* WHAT YOU WILL DO: Across all the entries, tally the lines holding the word "tunnel", and give the number by itself.

------ DATA

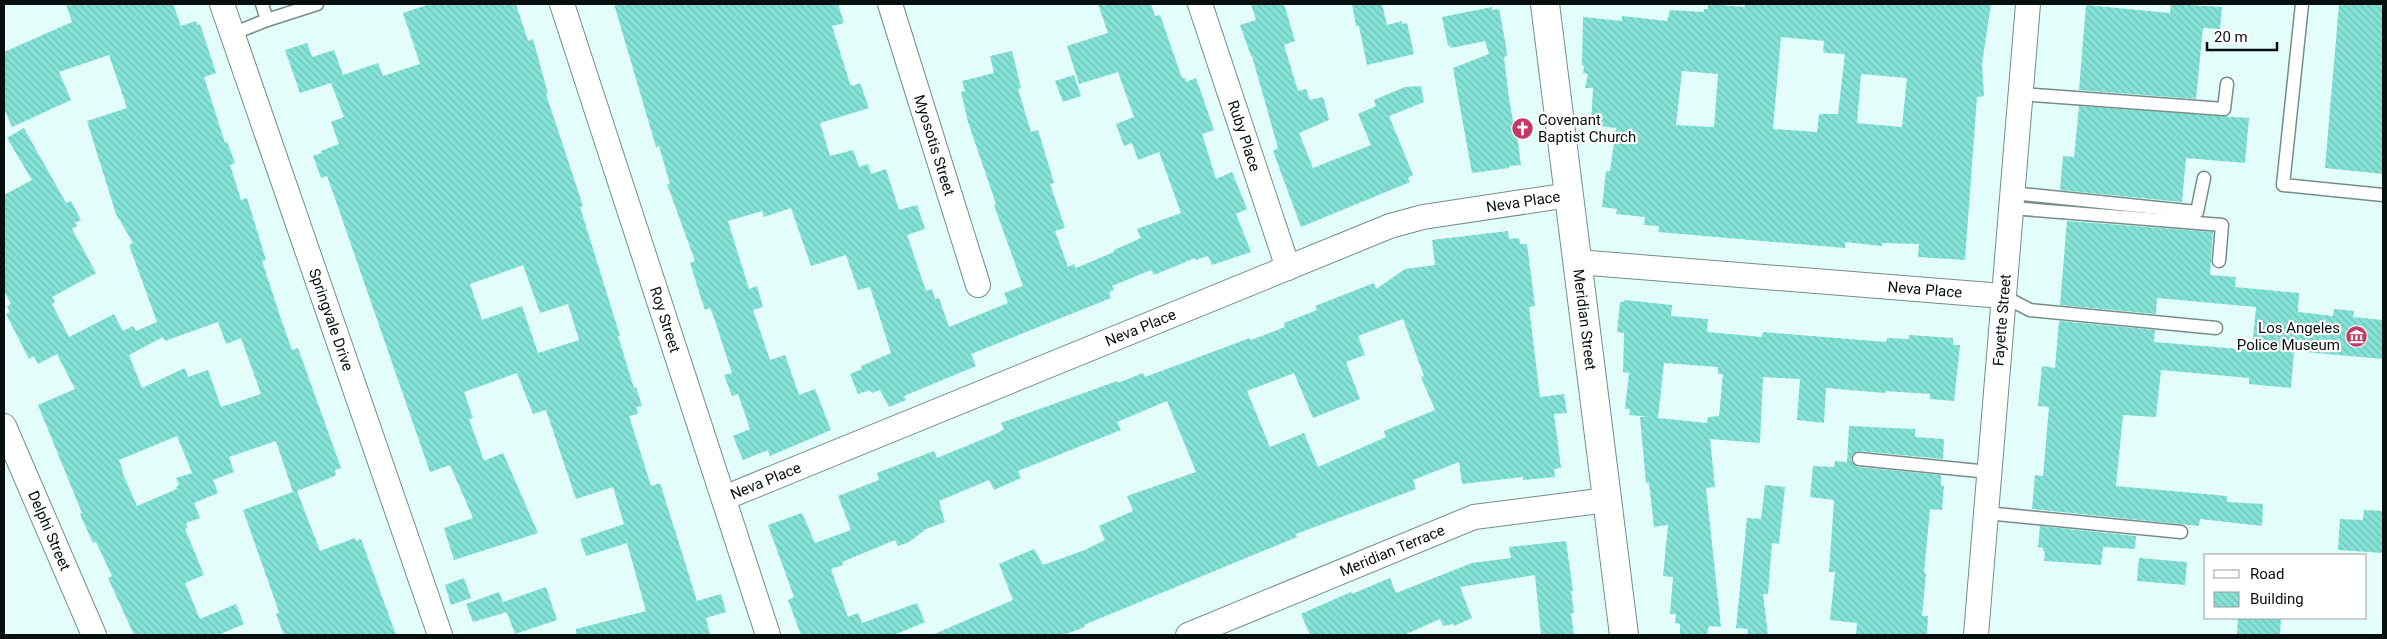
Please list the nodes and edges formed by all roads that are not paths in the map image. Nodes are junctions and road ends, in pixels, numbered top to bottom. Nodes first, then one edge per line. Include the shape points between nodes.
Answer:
1 (222, 4) edge
2 (262, 4) edge
3 (317, 4) edge
4 (562, 4) edge
5 (890, 4) edge
6 (1200, 4) edge
7 (1546, 4) edge
8 (2028, 4) edge
9 (2302, 4) edge
10 (267, 20) junction
11 (232, 34) junction
12 (2227, 84) dead end
13 (2020, 94) junction
14 (2204, 178) dead end
15 (1569, 195) junction
16 (2383, 195) edge
17 (2012, 200) junction
18 (2219, 261) dead end
19 (1577, 262) junction
20 (1288, 268) junction
21 (978, 285) dead end
22 (2003, 296) junction
23 (2216, 328) dead end
24 (4, 426) edge
25 (1859, 459) dead end
26 (1989, 472) junction
27 (724, 498) junction
28 (1607, 500) junction
29 (1986, 513) junction
30 (2181, 532) dead end
31 (94, 635) edge
32 (440, 635) edge
33 (768, 635) edge
34 (1188, 635) edge
35 (1624, 635) edge
36 (1976, 635) edge

1 - 11 street, Springvale Drive
2 - 10 lane
3 - 10 lane
4 - 27 street, Roy Street
5 - 21 street, Myosotis Street
6 - 20 street, Ruby Place
7 - 15 street, Meridian Street
8 - 13 street, Fayette Street
9 - 16 lane via 2283,185
10 - 11 lane
11 - 32 street, Springvale Drive
12 - 13 lane via 2224,109
13 - 17 street, Fayette Street
14 - 17 lane via 2196,212
15 - 19 street, Meridian Street
15 - 20 street, Neva Place via 1423,216 1390,226
17 - 18 lane via 2222,224
17 - 22 street, Fayette Street
19 - 22 street, Neva Place
19 - 28 street, Meridian Street
20 - 27 street, Neva Place
22 - 23 lane via 2030,310
22 - 26 street, Fayette Street
24 - 31 street, Delphi Street
25 - 26 lane
26 - 29 street, Fayette Street
27 - 33 street, Roy Street
28 - 34 street, Meridian Terrace via 1474,517
28 - 35 street, Meridian Street
29 - 30 lane
29 - 36 street, Fayette Street

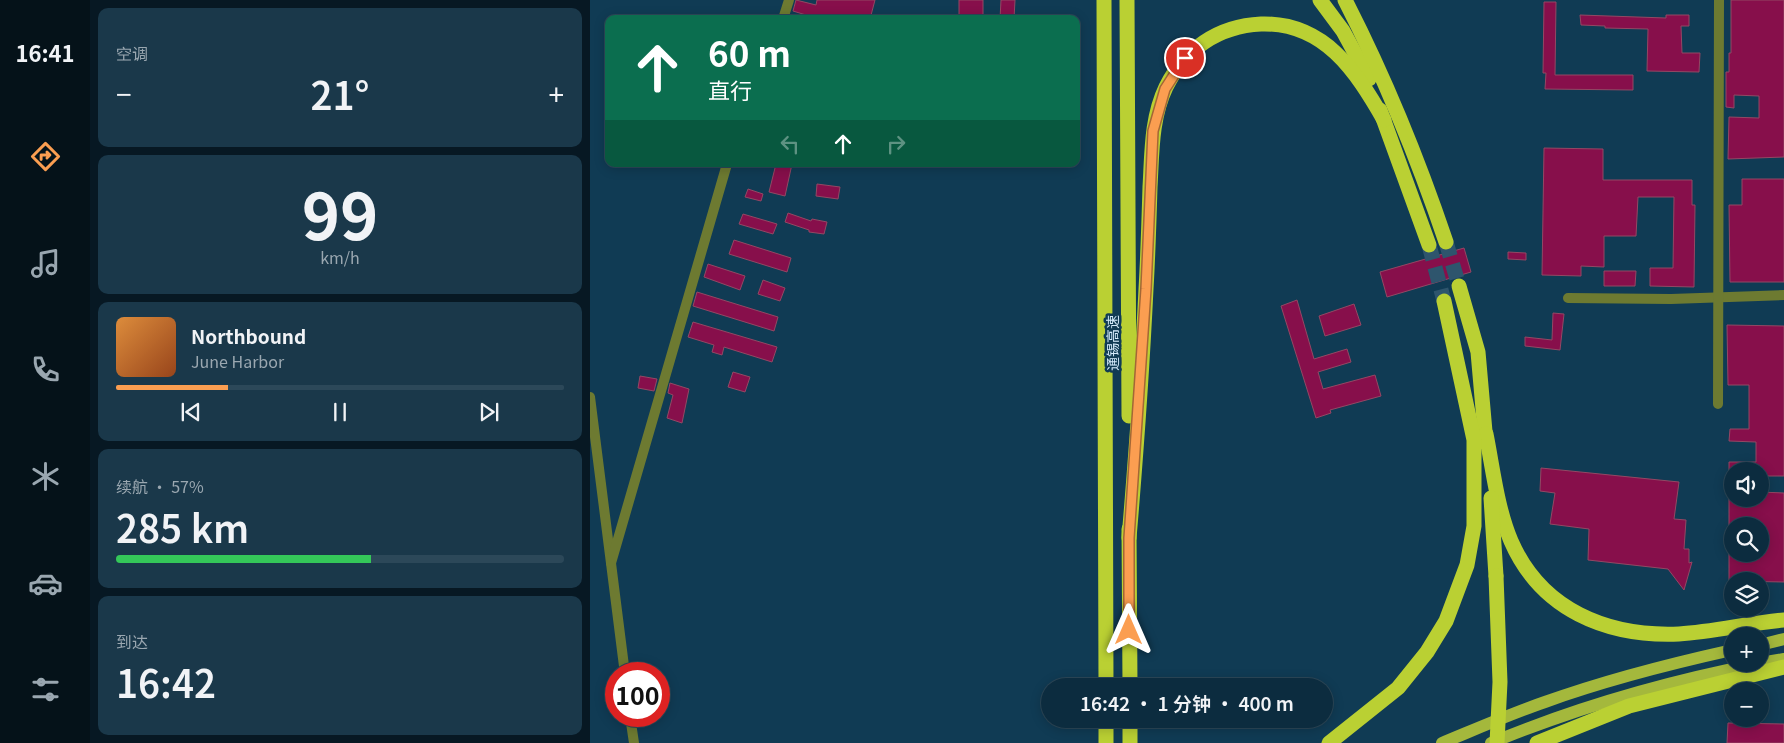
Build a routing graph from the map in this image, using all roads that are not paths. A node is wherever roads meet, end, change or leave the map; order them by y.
1 (789, 0) edge
2 (1103, 0) edge
3 (1127, 0) edge
4 (1320, 0) edge
5 (1330, 0) edge
6 (1345, 0) edge
7 (1720, 0) edge
8 (785, 15) edge
9 (1394, 106) junction
10 (1384, 120) junction
11 (726, 167) edge
12 (1446, 242) tunnel mouth
13 (1429, 245) tunnel mouth
14 (1459, 286) tunnel mouth
15 (1784, 296) edge
16 (1720, 297) junction
17 (1568, 298) dead end
18 (1444, 301) tunnel mouth
19 (590, 397) edge
20 (1718, 404) dead end
21 (1480, 437) junction
22 (1129, 538) junction
23 (611, 563) junction
24 (1493, 577) junction
25 (1784, 620) edge
26 (1784, 639) edge
27 (1769, 642) edge
28 (1724, 652) edge
29 (1784, 659) edge
30 (1769, 661) edge
31 (623, 662) edge
32 (1784, 667) edge
33 (1724, 670) edge
34 (1106, 678) edge
35 (1130, 678) edge
36 (632, 727) edge
37 (1106, 728) edge
38 (1130, 728) edge
39 (634, 743) edge
40 (1106, 743) edge
41 (1130, 743) edge
42 (1329, 743) edge
43 (1442, 743) edge
44 (1490, 743) edge
45 (1497, 743) edge
46 (1537, 743) edge

1 - 8 street
2 - 34 highway, 通锡高速
3 - 22 highway, 通锡高速
4 - 10 highway
5 - 9 highway
6 - 9 highway
7 - 16 street
9 - 12 highway
10 - 13 highway
10 - 22 highway
11 - 23 street
14 - 21 highway
15 - 16 street
16 - 17 street
16 - 20 street
18 - 21 highway
19 - 23 street
21 - 24 highway
21 - 25 highway
21 - 42 highway
22 - 35 highway, 通锡高速
23 - 31 street
24 - 44 highway
24 - 45 highway, bridge
26 - 27 main road
28 - 43 main road
29 - 30 main road
32 - 46 highway
33 - 44 main road
36 - 39 street
37 - 40 highway
38 - 41 highway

------------

* PROBLEM SOLUTION: 4